You held three jobs working your way through college -- what were those jobs? I worked three different jobs at the same time while in college. The first job -- my main job -- was as an office manager/optician/lab technician for a family-run optometrist. The second job was working nights -- 6:00 pm to 6:00 am -- as an EMT. The third was working for Lens Crafters as an optician and lab technician.
How long have you been married -- tell us more about how you met Jennifer. Jennifer and I just passed our fourth anniversary; we were married on August 8th, 2008. We liked the date because the number 8 represents infinity and the idea of two independent circles connected together. I met Jennifer through a blind date. I was volunteering for the Albert Whitted Airport Preservation Society and met a couple who knew Jennifer's family and thought we would be a great fit. They were correct.
You have a son -- Jacob. Is it hard running for office and raising a baby? I think this question is more for Jennifer as she bears the lion's share of the work. Outside of the actual work it takes to raise a baby, the hardest thing is not being there. Often I leave the house before anyone gets up and come home after he is in bed. Jennifer has him playing with pictures of me in campaign materials. She says, "Go tell Daddy something," and he goes to the card on the refrigerator and picks it up. It felt strange when he did that while I was there, but it was also very funny. We just call him "Flat Daddy." Jennifer and I are both working hard for this campaign; we know that we are doing this so that he can have a better Florida.
Talk a little bit about what inspired you to get started in politics/elected office when you did. What first brought your attention to politics and government? I first decided to run for St. Petersburg City Council because I saw that the decisions made by government have lasting impact, long-term impact on our community. I wanted to help shape the community and the city we live in for the better. There are many ways to get involved in the community, whether it is through civic organizations, non-profits, or just helping a neighbor in need. I felt that running for office allowed me the opportunity to do the most good for the most people.
What has inspired you to run for State Representative? Like many Floridians, I have been troubled by the extreme agenda and one-sided, unilateral decision-making coming out of the Florida House over the last two years.

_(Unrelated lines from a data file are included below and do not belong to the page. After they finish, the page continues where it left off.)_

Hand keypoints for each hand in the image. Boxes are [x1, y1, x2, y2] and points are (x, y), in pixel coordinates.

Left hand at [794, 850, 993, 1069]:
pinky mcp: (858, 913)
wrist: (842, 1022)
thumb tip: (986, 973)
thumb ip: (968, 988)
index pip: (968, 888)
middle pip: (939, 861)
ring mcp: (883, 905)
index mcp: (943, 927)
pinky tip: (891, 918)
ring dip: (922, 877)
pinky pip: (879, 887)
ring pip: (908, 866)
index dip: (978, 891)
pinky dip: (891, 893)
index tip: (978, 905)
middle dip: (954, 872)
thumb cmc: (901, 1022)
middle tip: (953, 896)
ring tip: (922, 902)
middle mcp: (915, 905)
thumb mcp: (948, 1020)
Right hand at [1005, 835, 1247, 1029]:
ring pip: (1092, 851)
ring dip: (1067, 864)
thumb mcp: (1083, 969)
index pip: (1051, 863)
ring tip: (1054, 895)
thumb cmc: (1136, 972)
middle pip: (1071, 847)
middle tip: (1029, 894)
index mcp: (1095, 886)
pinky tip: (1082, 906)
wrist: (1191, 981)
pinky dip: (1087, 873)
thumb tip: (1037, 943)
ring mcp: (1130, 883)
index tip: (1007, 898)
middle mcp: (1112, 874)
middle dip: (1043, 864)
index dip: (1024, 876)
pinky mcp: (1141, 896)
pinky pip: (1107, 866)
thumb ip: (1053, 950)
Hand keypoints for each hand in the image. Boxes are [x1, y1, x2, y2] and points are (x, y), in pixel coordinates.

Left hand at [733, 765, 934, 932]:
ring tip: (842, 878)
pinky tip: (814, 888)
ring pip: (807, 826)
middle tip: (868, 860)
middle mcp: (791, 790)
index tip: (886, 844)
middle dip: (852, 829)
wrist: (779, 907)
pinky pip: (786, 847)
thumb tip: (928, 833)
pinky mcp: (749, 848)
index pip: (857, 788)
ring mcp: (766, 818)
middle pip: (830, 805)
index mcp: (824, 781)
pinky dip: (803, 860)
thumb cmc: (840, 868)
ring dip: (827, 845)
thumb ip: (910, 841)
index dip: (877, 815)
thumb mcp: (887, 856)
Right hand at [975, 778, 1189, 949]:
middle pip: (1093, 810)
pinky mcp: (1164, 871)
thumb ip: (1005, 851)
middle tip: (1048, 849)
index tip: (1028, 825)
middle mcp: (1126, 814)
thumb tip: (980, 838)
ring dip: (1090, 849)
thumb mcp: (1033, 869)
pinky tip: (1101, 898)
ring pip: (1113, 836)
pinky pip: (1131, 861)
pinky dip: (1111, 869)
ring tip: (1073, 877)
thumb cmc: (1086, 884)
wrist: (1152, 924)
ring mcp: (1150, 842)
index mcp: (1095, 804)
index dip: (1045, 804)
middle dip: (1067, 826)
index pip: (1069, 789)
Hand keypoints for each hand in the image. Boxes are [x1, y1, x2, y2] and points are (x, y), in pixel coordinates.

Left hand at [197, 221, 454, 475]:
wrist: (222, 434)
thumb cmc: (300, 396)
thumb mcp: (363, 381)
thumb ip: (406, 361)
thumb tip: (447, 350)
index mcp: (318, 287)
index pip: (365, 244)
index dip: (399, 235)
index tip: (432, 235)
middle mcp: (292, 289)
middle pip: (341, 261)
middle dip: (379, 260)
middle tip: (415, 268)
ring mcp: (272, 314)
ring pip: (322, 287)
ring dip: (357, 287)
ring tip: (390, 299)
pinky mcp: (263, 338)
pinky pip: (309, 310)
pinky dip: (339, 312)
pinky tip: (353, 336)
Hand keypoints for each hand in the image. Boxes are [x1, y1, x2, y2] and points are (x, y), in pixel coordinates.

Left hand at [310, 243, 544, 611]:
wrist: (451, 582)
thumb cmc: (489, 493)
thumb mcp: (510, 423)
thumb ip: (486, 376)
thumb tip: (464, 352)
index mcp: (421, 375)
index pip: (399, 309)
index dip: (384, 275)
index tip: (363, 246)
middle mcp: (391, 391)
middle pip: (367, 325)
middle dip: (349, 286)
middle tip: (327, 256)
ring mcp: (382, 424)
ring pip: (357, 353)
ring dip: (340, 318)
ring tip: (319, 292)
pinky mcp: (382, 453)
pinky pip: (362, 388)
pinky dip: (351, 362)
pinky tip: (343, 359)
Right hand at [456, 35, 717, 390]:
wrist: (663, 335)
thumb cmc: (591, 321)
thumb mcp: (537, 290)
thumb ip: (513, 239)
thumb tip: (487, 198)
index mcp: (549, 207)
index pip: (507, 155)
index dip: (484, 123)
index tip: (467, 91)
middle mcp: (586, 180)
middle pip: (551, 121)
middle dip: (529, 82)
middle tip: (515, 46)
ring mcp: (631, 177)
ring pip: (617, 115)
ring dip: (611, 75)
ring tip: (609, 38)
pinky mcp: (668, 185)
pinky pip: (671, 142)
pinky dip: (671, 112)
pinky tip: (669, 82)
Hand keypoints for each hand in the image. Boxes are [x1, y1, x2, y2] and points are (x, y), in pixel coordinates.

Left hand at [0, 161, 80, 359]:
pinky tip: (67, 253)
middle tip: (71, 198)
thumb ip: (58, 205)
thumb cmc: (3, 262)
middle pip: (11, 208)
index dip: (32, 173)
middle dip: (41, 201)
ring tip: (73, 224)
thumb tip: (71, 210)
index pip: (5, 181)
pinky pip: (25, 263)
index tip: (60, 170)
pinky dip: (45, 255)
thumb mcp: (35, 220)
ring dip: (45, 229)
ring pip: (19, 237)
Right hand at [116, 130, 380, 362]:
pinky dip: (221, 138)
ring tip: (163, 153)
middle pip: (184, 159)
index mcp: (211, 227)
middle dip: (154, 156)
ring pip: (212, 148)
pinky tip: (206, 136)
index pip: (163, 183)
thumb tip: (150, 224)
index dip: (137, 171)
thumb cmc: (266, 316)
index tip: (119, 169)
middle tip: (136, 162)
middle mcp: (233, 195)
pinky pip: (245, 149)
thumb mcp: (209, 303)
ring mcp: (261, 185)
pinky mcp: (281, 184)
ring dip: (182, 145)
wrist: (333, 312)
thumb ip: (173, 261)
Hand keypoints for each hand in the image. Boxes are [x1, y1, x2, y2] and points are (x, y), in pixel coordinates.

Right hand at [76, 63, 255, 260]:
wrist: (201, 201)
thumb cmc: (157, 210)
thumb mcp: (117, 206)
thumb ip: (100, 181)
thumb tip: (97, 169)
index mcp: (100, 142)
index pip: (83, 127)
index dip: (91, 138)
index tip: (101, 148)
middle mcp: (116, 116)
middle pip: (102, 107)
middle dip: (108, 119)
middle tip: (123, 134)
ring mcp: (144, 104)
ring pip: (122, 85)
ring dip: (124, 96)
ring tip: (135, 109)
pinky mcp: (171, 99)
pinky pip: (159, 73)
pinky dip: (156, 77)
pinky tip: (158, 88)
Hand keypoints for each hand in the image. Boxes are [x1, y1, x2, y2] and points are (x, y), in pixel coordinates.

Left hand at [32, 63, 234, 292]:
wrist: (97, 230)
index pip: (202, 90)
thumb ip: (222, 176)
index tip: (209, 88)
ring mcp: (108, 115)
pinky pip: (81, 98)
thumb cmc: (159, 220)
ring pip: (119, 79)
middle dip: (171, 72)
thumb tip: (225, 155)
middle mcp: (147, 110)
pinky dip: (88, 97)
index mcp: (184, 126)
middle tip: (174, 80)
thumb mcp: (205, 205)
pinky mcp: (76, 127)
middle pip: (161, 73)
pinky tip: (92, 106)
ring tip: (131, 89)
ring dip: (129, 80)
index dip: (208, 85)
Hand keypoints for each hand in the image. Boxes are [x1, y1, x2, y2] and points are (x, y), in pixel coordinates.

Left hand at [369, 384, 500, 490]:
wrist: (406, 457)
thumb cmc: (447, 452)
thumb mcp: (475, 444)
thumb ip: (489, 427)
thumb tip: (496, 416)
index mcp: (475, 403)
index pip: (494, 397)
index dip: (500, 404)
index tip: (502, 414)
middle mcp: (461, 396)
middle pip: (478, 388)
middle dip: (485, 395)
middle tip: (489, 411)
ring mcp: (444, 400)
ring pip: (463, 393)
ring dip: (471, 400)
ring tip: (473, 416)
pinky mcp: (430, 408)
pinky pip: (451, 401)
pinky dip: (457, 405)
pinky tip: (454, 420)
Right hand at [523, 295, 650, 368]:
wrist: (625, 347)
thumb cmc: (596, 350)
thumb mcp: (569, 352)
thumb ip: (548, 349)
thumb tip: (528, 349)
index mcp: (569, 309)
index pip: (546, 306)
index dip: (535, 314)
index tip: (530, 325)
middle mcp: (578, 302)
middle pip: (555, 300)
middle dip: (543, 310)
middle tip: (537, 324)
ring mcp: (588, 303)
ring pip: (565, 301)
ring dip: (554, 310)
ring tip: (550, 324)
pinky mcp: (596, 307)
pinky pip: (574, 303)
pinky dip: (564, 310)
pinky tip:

I do not believe that much of the legislation reflects the attitudes and ideas of most Floridians, instead it has been playing to a vocal and well-funded base of constituents, and we deserve better government.
Who are some of your early political influences in American politics? Growing up mostly outside Philadelphia, you cannot understate the impact of being surrounded by American political history and the context in which our country was founded. I am awestruck by the courage, convictions, and even the human failings of our Founding Fathers. They have left us a tremendous legacy and we owe it to them to live up to their sacrifice and struggle. I grew up a huge fan of Thomas Jefferson. His words in the Declaration of Independence so eloquently struck to the heart of what it is to be free. As I learned more about him and his Presidency, I learned of the internal struggle between his personal ideology and the responsibilities of a President; he did not always do what fit his personal nature and ideology, but instead did what he though was best for the position he held , this is a model I hope to follow. We have lost that ability to look past our own ideology and embrace the bigger picture of a world that is bigger than ourselves. I hope to change that.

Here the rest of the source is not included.